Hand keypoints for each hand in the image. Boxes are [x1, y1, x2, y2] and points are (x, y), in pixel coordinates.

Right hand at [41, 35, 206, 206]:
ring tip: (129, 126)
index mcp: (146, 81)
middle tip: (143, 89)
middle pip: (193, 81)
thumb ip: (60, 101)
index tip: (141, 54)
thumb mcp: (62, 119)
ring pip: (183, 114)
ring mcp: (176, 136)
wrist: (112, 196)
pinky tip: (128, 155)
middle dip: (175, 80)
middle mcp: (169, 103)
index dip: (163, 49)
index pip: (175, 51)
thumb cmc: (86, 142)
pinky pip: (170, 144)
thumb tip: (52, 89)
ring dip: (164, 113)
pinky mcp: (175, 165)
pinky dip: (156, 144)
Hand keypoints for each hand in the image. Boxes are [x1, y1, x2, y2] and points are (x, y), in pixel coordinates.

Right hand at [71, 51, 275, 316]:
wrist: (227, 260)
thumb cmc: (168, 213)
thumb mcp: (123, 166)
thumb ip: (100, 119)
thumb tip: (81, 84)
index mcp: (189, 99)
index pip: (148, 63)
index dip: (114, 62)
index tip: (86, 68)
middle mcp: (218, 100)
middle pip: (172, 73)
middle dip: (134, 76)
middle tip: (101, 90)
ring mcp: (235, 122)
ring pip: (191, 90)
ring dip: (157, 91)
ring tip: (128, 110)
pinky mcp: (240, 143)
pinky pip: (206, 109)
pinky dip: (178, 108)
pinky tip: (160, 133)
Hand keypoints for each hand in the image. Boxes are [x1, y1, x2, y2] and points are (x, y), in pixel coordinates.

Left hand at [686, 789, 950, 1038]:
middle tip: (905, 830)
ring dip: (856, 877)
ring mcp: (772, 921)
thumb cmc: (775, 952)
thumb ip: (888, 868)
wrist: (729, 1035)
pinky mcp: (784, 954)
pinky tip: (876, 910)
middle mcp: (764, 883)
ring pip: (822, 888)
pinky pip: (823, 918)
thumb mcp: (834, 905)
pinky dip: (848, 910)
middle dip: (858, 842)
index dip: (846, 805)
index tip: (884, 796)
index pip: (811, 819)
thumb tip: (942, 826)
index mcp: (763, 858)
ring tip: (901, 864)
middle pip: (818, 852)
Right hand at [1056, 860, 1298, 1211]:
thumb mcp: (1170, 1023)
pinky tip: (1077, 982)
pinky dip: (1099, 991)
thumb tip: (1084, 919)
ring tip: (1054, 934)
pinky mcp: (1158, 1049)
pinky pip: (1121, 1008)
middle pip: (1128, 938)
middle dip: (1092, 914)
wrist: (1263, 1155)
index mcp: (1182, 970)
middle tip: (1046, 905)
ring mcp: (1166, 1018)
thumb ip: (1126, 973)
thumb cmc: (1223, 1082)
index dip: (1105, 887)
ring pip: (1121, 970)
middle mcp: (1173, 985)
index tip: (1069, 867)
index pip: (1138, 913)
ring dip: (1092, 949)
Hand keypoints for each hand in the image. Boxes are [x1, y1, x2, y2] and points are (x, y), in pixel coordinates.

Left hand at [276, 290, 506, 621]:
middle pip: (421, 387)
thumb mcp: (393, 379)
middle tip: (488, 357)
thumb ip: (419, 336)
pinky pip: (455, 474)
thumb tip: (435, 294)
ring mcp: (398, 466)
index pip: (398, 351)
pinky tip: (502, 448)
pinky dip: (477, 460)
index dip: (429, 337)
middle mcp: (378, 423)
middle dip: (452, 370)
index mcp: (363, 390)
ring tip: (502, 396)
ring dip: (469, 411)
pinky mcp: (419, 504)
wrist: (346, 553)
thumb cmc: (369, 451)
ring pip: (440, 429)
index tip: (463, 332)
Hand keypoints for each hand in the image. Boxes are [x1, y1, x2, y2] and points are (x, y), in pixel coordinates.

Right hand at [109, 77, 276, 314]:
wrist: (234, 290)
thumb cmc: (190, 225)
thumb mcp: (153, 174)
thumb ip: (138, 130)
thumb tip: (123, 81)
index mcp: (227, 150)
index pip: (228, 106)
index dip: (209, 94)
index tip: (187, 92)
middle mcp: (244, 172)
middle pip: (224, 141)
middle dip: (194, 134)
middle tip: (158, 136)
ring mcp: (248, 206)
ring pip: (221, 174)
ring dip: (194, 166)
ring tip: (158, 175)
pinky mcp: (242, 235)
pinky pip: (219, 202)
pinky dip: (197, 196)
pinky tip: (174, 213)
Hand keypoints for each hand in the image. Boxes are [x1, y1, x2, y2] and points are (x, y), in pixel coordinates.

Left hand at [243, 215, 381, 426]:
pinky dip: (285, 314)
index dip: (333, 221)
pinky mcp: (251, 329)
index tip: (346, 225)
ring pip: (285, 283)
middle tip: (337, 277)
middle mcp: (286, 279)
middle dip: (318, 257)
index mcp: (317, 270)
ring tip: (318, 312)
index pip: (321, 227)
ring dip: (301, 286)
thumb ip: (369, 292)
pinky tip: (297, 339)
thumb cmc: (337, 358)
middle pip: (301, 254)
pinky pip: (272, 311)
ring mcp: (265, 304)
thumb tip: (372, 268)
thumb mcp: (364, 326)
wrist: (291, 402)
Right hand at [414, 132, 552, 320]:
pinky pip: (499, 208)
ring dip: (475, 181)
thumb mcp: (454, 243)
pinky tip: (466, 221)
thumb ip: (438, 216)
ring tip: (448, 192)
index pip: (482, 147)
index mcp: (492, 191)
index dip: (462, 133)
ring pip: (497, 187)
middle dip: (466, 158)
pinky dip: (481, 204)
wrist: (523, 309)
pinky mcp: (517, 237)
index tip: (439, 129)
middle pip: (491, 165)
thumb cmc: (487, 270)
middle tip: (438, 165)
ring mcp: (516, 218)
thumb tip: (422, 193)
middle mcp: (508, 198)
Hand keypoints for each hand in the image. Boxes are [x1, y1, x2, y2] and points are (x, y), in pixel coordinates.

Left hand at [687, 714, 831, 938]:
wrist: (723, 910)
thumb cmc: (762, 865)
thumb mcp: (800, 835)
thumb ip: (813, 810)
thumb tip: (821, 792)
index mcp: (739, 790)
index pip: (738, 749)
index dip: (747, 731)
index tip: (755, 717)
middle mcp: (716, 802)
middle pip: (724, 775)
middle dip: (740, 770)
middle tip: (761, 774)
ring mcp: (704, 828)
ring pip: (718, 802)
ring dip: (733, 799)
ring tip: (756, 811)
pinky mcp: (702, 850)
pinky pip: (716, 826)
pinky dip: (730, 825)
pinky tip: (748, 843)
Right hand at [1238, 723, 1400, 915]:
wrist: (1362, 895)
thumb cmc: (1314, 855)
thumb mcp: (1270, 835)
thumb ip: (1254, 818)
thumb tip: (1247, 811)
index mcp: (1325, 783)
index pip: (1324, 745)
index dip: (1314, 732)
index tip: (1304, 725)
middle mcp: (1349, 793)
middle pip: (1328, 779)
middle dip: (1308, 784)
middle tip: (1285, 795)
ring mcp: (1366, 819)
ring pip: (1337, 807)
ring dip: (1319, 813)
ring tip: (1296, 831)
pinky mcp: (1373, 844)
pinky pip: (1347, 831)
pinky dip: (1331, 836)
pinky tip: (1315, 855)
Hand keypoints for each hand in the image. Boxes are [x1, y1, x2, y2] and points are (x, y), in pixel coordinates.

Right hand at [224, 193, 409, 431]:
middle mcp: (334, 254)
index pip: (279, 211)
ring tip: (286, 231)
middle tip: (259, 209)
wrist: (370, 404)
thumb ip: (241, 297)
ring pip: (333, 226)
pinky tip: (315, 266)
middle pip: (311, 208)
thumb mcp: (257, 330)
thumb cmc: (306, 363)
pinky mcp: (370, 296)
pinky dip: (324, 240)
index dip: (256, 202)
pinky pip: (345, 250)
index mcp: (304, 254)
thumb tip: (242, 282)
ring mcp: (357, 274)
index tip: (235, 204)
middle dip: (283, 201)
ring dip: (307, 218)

========================

**TASK STATEMENT**
Each line of the material with the word "Left" in it should be listed.

**ANSWER BOX**
Left hand at [686, 789, 950, 1038]:
Left hand at [276, 290, 506, 621]:
Left hand at [243, 215, 381, 426]:
Left hand at [687, 714, 831, 938]:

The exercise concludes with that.